Yang pasti, dalam hatinya ada bisikan agar mengalihkan pilihan pada gadis tersebut. Hati kecilnya mungkin merindukan gadis centil dan lugu itu.
*****
Langkah Seno gontai menuju ruang rawat rumah sakit. Dia menghubungi Vivi untuk memastikan nomor kamar yang dia datangi.
Sejak Andre ditangkap polisi, Vivi lah yang selalu menemani Indri. Begitu juga adik laki-lakinya. Mereka tidak memiliki siapapun untuk mereka jadikan tempat pelarian. Hanya Ibu tirinya.
Orangtua Indri juga sudah ada di rumah sakit sejak semalam. Seno menyapa mantan mertuanya itu dengan sopan.
"Beruntung kamu masih peduli sama anak kami, No," ujar Bapaknya Indri dengan senyuman hangat.
Indri tersenyum bahagia melihat Seno datang dan mengobrol akrab dengan Bapaknya. Sementara Vivi menatap Seno dengan tatapan tak terbaca.
Baginya, Seno seharusnya dimiliki Dara. Bagaimanapun, Dara sudah banyak berkorban demi Seno hingga menjadi mainan tersendiri untuk Vivi. Karena itu, dia tidak suka melihat Indri bermanja pada pria yang dicintai oleh sahabatnya itu.
"Seno, aku seneng banget hari ini.
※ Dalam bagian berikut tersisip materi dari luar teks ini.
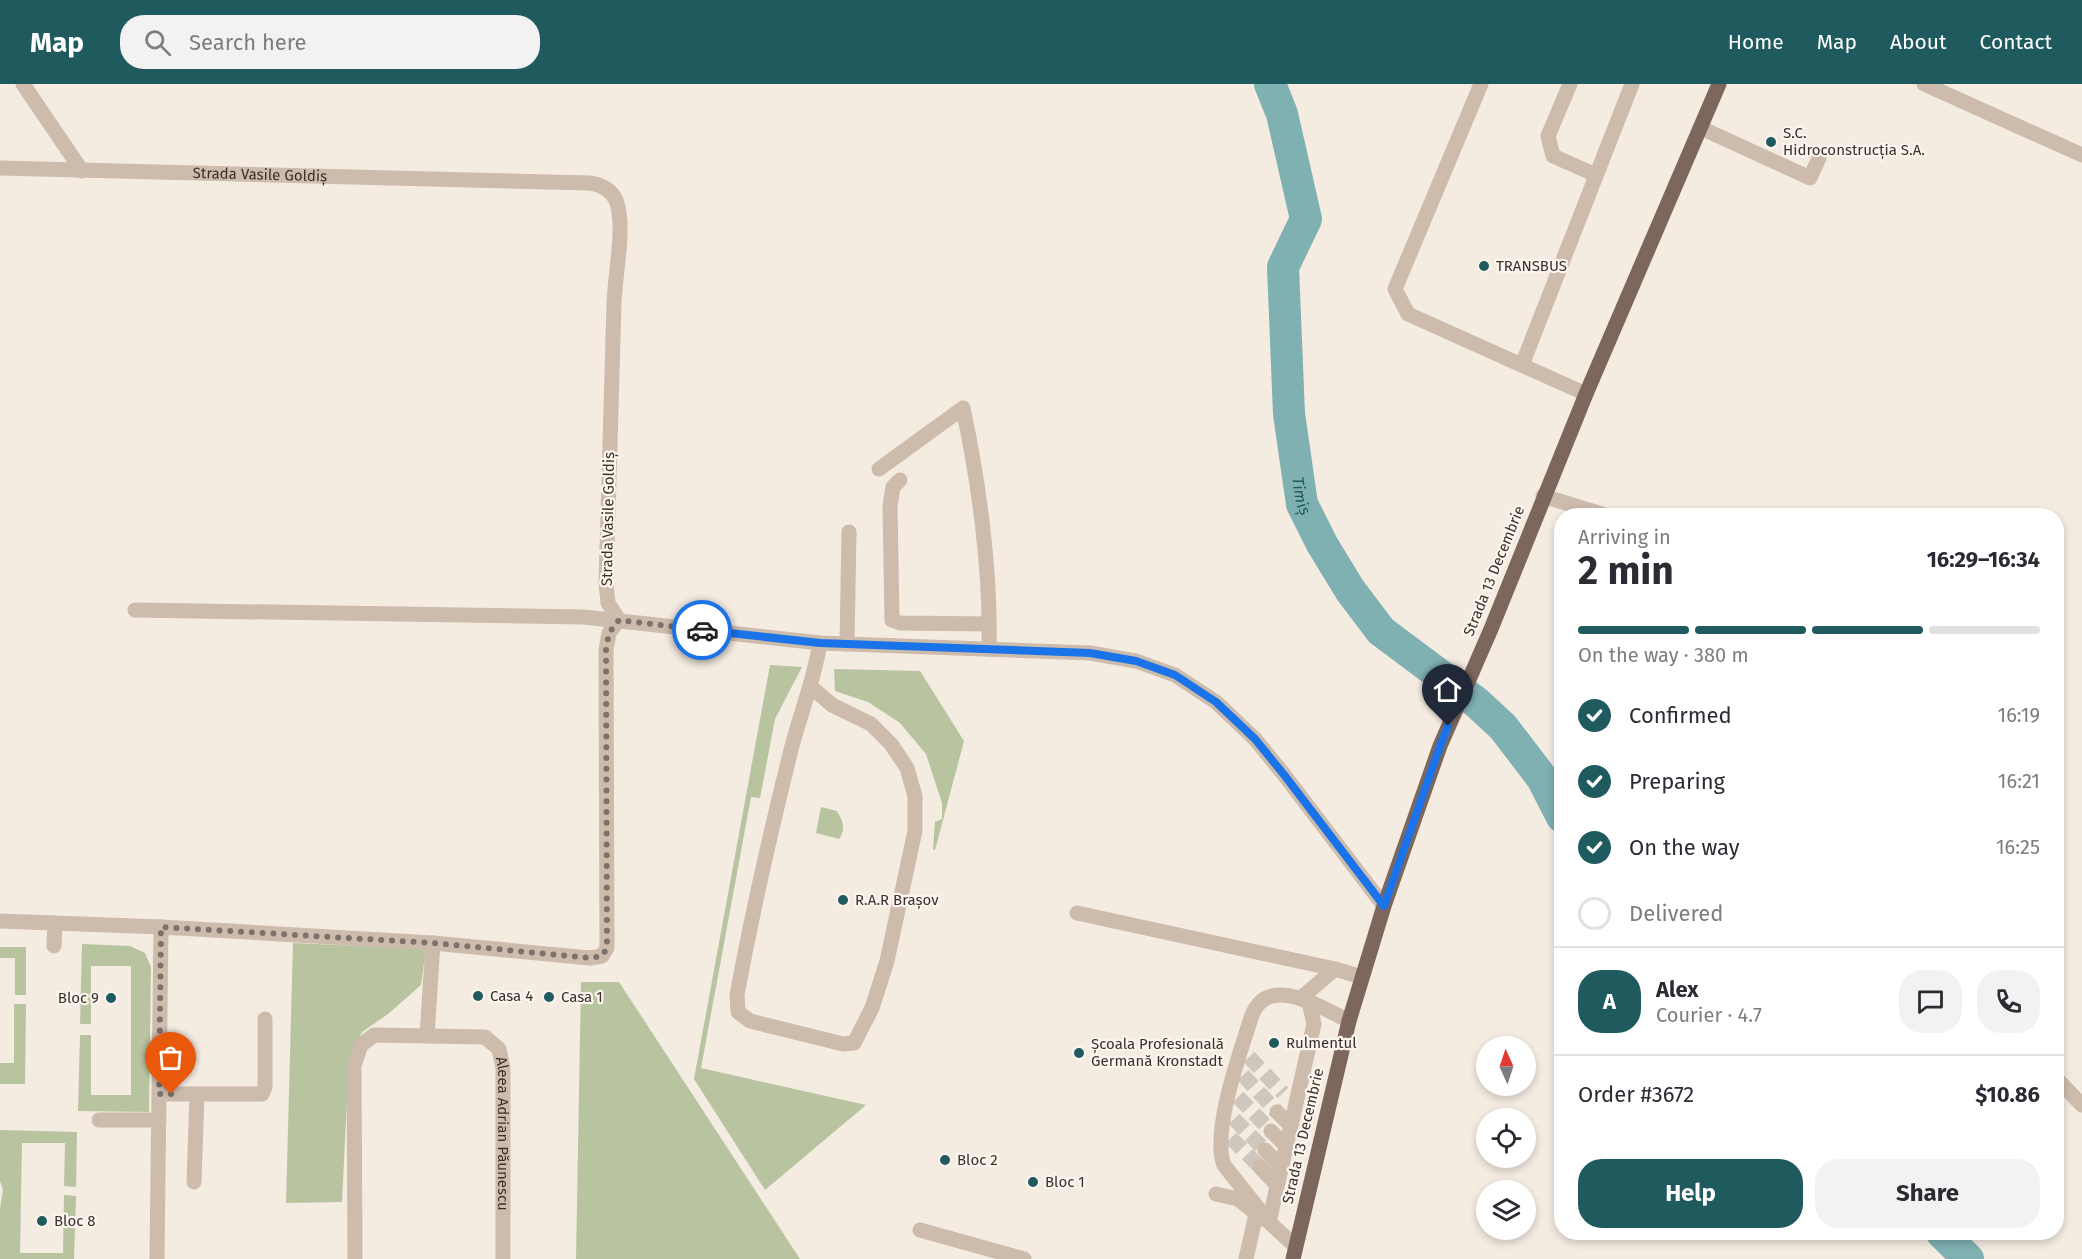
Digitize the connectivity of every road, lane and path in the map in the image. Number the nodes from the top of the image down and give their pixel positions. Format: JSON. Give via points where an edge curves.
{"nodes":[{"id":1,"x":23,"y":84,"type":"edge"},
{"id":2,"x":1481,"y":84,"type":"edge"},
{"id":3,"x":1570,"y":84,"type":"edge"},
{"id":4,"x":1632,"y":84,"type":"edge"},
{"id":5,"x":1719,"y":84,"type":"edge"},
{"id":6,"x":1924,"y":84,"type":"edge"},
{"id":7,"x":1701,"y":128,"type":"junction"},
{"id":8,"x":2082,"y":155,"type":"edge"},
{"id":9,"x":1819,"y":158,"type":"dead end"},
{"id":10,"x":0,"y":168,"type":"edge"},
{"id":11,"x":82,"y":171,"type":"junction"},
{"id":12,"x":1596,"y":175,"type":"junction"},
{"id":13,"x":1522,"y":365,"type":"junction"},
{"id":14,"x":1586,"y":394,"type":"junction"},
{"id":15,"x":879,"y":469,"type":"dead end"},
{"id":16,"x":900,"y":480,"type":"dead end"},
{"id":17,"x":1544,"y":496,"type":"junction"},
{"id":18,"x":1582,"y":508,"type":"edge"},
{"id":19,"x":849,"y":532,"type":"dead end"},
{"id":20,"x":135,"y":610,"type":"dead end"},
{"id":21,"x":619,"y":620,"type":"junction"},
{"id":22,"x":921,"y":623,"type":"junction"},
{"id":23,"x":989,"y":624,"type":"junction"},
{"id":24,"x":820,"y":643,"type":"junction"},
{"id":25,"x":847,"y":644,"type":"junction"},
{"id":26,"x":922,"y":646,"type":"junction"},
{"id":27,"x":989,"y":649,"type":"junction"},
{"id":28,"x":810,"y":686,"type":"junction"},
{"id":29,"x":1384,"y":906,"type":"junction"},
{"id":30,"x":1077,"y":913,"type":"dead end"},
{"id":31,"x":0,"y":921,"type":"edge"},
{"id":32,"x":55,"y":923,"type":"junction"},
{"id":33,"x":161,"y":927,"type":"junction"},
{"id":34,"x":433,"y":943,"type":"junction"},
{"id":35,"x":54,"y":946,"type":"dead end"},
{"id":36,"x":1335,"y":969,"type":"junction"},
{"id":37,"x":1362,"y":977,"type":"junction"},
{"id":38,"x":1305,"y":1000,"type":"junction"},
{"id":39,"x":265,"y":1019,"type":"dead end"},
{"id":40,"x":1349,"y":1021,"type":"junction"},
{"id":41,"x":427,"y":1036,"type":"junction"},
{"id":42,"x":2064,"y":1086,"type":"edge"},
{"id":43,"x":1282,"y":1093,"type":"tunnel mouth"},
{"id":44,"x":159,"y":1094,"type":"junction"},
{"id":45,"x":196,"y":1094,"type":"junction"},
{"id":46,"x":2082,"y":1104,"type":"edge"},
{"id":47,"x":1294,"y":1105,"type":"junction"},
{"id":48,"x":1277,"y":1112,"type":"tunnel mouth"},
{"id":49,"x":99,"y":1120,"type":"dead end"},
{"id":50,"x":159,"y":1120,"type":"junction"},
{"id":51,"x":1290,"y":1125,"type":"junction"},
{"id":52,"x":1271,"y":1131,"type":"tunnel mouth"},
{"id":53,"x":1285,"y":1145,"type":"junction"},
{"id":54,"x":1265,"y":1150,"type":"tunnel mouth"},
{"id":55,"x":1280,"y":1166,"type":"junction"},
{"id":56,"x":1260,"y":1167,"type":"tunnel mouth"},
{"id":57,"x":194,"y":1182,"type":"dead end"},
{"id":58,"x":1276,"y":1184,"type":"junction"},
{"id":59,"x":1216,"y":1194,"type":"dead end"},
{"id":60,"x":1263,"y":1218,"type":"junction"},
{"id":61,"x":920,"y":1230,"type":"dead end"},
{"id":62,"x":1294,"y":1252,"type":"edge"},
{"id":63,"x":157,"y":1259,"type":"edge"},
{"id":64,"x":355,"y":1259,"type":"edge"},
{"id":65,"x":503,"y":1259,"type":"edge"},
{"id":66,"x":1024,"y":1259,"type":"edge"},
{"id":67,"x":1246,"y":1259,"type":"edge"}],
"edges":[{"from":1,"to":11,"type":"street"},
{"from":2,"to":13,"type":"street","via":[[1395,289],[1408,314]]},
{"from":3,"to":12,"type":"street","via":[[1548,136],[1553,156]]},
{"from":4,"to":12,"type":"street"},
{"from":5,"to":7,"type":"main road","name":"Strada 13 Decembrie"},
{"from":6,"to":8,"type":"street"},
{"from":7,"to":9,"type":"street","via":[[1810,178]]},
{"from":7,"to":14,"type":"main road","name":"Strada 13 Decembrie"},
{"from":10,"to":11,"type":"street","name":"Strada Vasile Goldiș"},
{"from":11,"to":21,"type":"street","name":"Strada Vasile Goldiș","via":[[589,183],[612,193],[620,220],[614,289],[606,583],[608,603]]},
{"from":12,"to":13,"type":"street"},
{"from":13,"to":14,"type":"street"},
{"from":14,"to":17,"type":"main road","name":"Strada 13 Decembrie"},
{"from":15,"to":23,"type":"street","via":[[963,408],[973,453]]},
{"from":16,"to":22,"type":"street","via":[[893,487],[890,506],[892,620]]},
{"from":17,"to":18,"type":"street"},
{"from":17,"to":29,"type":"main road","name":"Strada 13 Decembrie","via":[[1440,746]]},
{"from":19,"to":25,"type":"street"},
{"from":20,"to":21,"type":"street","via":[[572,616]]},
{"from":21,"to":24,"type":"street"},
{"from":21,"to":34,"type":"street","via":[[609,633],[606,650],[607,948],[602,956],[590,958]]},
{"from":22,"to":23,"type":"street"},
{"from":22,"to":26,"type":"street"},
{"from":23,"to":27,"type":"street"},
{"from":24,"to":25,"type":"street"},
{"from":24,"to":28,"type":"street"},
{"from":25,"to":26,"type":"street"},
{"from":26,"to":27,"type":"street"},
{"from":27,"to":29,"type":"street","via":[[1090,653],[1136,661],[1175,675],[1208,696],[1262,748]]},
{"from":28,"to":28,"type":"street","via":[[757,893],[737,995],[738,1012],[760,1024],[843,1044],[854,1043],[872,1008],[887,961],[915,831],[915,796],[907,768],[891,744],[871,724],[832,705]]},
{"from":29,"to":37,"type":"main road","name":"Strada 13 Decembrie"},
{"from":30,"to":36,"type":"street"},
{"from":31,"to":32,"type":"street"},
{"from":32,"to":33,"type":"street"},
{"from":32,"to":35,"type":"street"},
{"from":33,"to":34,"type":"street"},
{"from":33,"to":44,"type":"street"},
{"from":34,"to":41,"type":"street"},
{"from":36,"to":37,"type":"street"},
{"from":36,"to":38,"type":"street"},
{"from":37,"to":40,"type":"main road","name":"Strada 13 Decembrie"},
{"from":38,"to":40,"type":"street"},
{"from":38,"to":47,"type":"street","via":[[1314,1024]]},
{"from":38,"to":60,"type":"street","via":[[1275,995],[1256,1006],[1227,1134],[1220,1145],[1224,1165]]},
{"from":39,"to":45,"type":"street","via":[[262,1094]]},
{"from":40,"to":62,"type":"main road","name":"Strada 13 Decembrie"},
{"from":41,"to":64,"type":"street","name":"Aleea Adrian Păunescu","via":[[374,1035],[361,1046],[354,1066]]},
{"from":41,"to":65,"type":"street","name":"Aleea Adrian Păunescu","via":[[485,1037],[499,1049],[503,1068]]},
{"from":42,"to":46,"type":"street"},
{"from":43,"to":47,"type":"street"},
{"from":44,"to":45,"type":"street"},
{"from":44,"to":50,"type":"street"},
{"from":45,"to":57,"type":"street"},
{"from":47,"to":51,"type":"street"},
{"from":48,"to":51,"type":"street"},
{"from":49,"to":50,"type":"street"},
{"from":50,"to":63,"type":"street"},
{"from":51,"to":53,"type":"street"},
{"from":52,"to":53,"type":"street"},
{"from":53,"to":55,"type":"street"},
{"from":54,"to":55,"type":"street"},
{"from":55,"to":58,"type":"street"},
{"from":56,"to":58,"type":"street"},
{"from":58,"to":60,"type":"street"},
{"from":59,"to":60,"type":"street","via":[[1238,1200]]},
{"from":60,"to":62,"type":"street"},
{"from":60,"to":67,"type":"street"},
{"from":61,"to":66,"type":"street"}]}
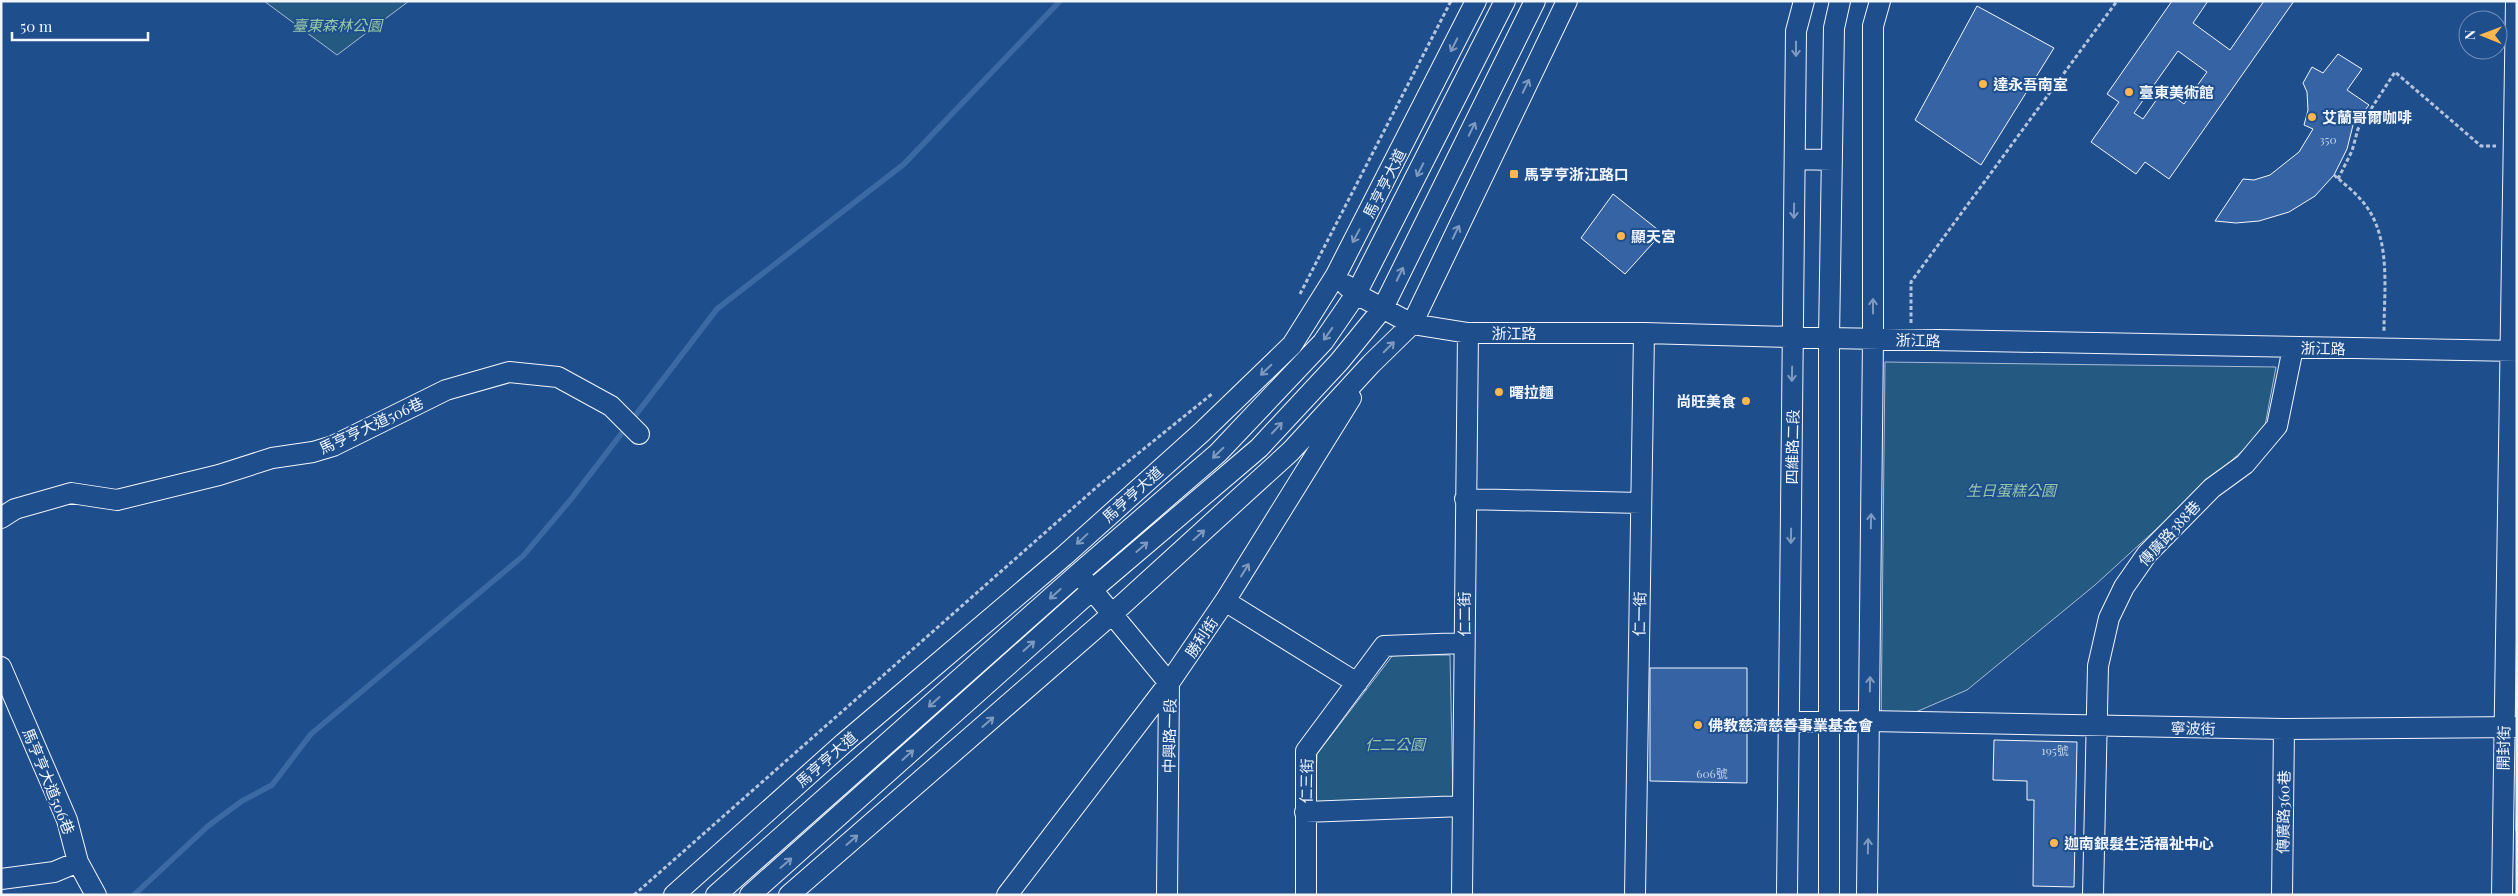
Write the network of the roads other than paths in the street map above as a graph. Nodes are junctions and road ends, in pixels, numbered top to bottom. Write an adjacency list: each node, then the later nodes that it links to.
1 (1476, 1): 9 (street, 馬亨亨大道, one-way to 9)
2 (1505, 1): 10 (street, 馬亨亨大道)
3 (1535, 1): 11 (street)
4 (1567, 1): 12 (street, one-way to 4)
5 (1804, 1): 13 (street, 四維路二段, one-way to 13)
6 (1840, 1): 14 (street)
7 (1880, 1): 23 (street, one-way to 7)
8 (2516, 1): 25 (street, 開封街)
9 (1437, 79): 10 (street); 15 (street, 馬亨亨大道, one-way to 15)
10 (1461, 89): 16 (street, 馬亨亨大道, one-way to 16)
11 (1487, 98): 12 (street); 17 (street, one-way to 11)
12 (1514, 111): 18 (street, one-way to 12)
13 (1795, 159): 14 (street); 21 (street, 四維路二段, one-way to 21)
14 (1832, 160): 22 (street)
15 (1336, 275): 16 (street, 浙江路); 31 (street, 馬亨亨大道, one-way to 31)
16 (1356, 294): 17 (street, 浙江路); 32 (street, 馬亨亨大道, one-way to 32)
17 (1383, 308): 18 (street, 浙江路); 33 (street, one-way to 17)
18 (1412, 324): 19 (street, 浙江路); 26 (street, one-way to 18)
19 (1468, 333): 20 (street, 浙江路); 28 (street, 仁二街)
20 (1644, 333): 21 (street, 浙江路); 29 (street, 仁一街)
21 (1793, 336): 22 (street, 浙江路); 41 (street, 四維路二段, one-way to 41)
22 (1829, 338): 23 (street, 浙江路); 42 (street)
23 (1873, 339): 24 (street, 浙江路); 40 (street, one-way to 23)
24 (2292, 348): 25 (street, 浙江路); 43 (street, 傳廣路388巷)
25 (2513, 351): 44 (street, 開封街)
26 (1371, 364): 34 (street, 勝利街, one-way to 26); 35 (street, one-way to 26)
27 (638, 434): 30 (street, 馬亨亨大道506巷)
28 (1465, 499): 29 (street); 36 (street, 仁二街)
29 (1641, 503): 60 (street, 仁一街)
30 (1, 518)
31 (1064, 556): 32 (street, 中興路一段); 52 (street, 馬亨亨大道)
32 (1078, 574): 33 (street, 中興路一段); 53 (street, 馬亨亨大道, one-way to 53)
33 (1092, 590): 35 (street, 中興路一段); 54 (street, one-way to 33)
34 (1225, 601): 38 (street, 勝利街); 39 (street)
35 (1111, 615): 38 (street, 中興路一段); 55 (street, one-way to 35)
36 (1464, 643): 39 (street, 仁三街); 46 (street, 仁二街)
37 (1, 667): 49 (street, 馬亨亨大道506巷)
38 (1169, 683): 56 (street, 勝利街); 57 (street, 中興路一段)
39 (1357, 683): 47 (street, 仁三街)
40 (1869, 721): 42 (street, 寧波街); 43 (street, 寧波街); 63 (street, one-way to 40)
41 (1789, 722): 42 (street, 寧波街); 61 (street, 四維路二段)
42 (1829, 722): 62 (street)
43 (2096, 726): 45 (street, 寧波街); 64 (street, 傳廣路388巷)
44 (2510, 727): 45 (street, 寧波街); 48 (street, 開封街)
45 (2284, 729): 65 (street, 傳廣路360巷)
46 (1463, 806): 47 (street); 59 (street, 仁二街)
47 (1305, 812): 58 (street, 仁三街)
48 (2510, 841): 66 (street, 開封街)
49 (78, 862): 50 (street); 51 (street, 馬亨亨大道506巷)
50 (1, 879)
51 (96, 895)
52 (674, 895)
53 (716, 895)
54 (750, 895)
55 (789, 895)
56 (1007, 895)
57 (1167, 895)
58 (1306, 895)
59 (1462, 895)
60 (1635, 895)
61 (1787, 895)
62 (1829, 895)
63 (1867, 895)
64 (2092, 895)
65 (2282, 895)
66 (2502, 895)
Nggak apalah harus babak belur begini, asalkan aku bisa sama kamu lagi seperti sekarang," bisik Indri lemah tapi penuh harapan.
"Yang penting kamu sehat saja dulu, jangan banyak pikiran." Seno menjawab tidak sesuai pembahasan.
"Iya, aku udah lega karena ada kamu. Anak-anak Andre juga sepertinya nyaman sama kamu," pancing Indri dengan penuh penekanan.
Seolah ingin mengatakan bahwa kedua anak tirinya juga siap memiliki ayah baru.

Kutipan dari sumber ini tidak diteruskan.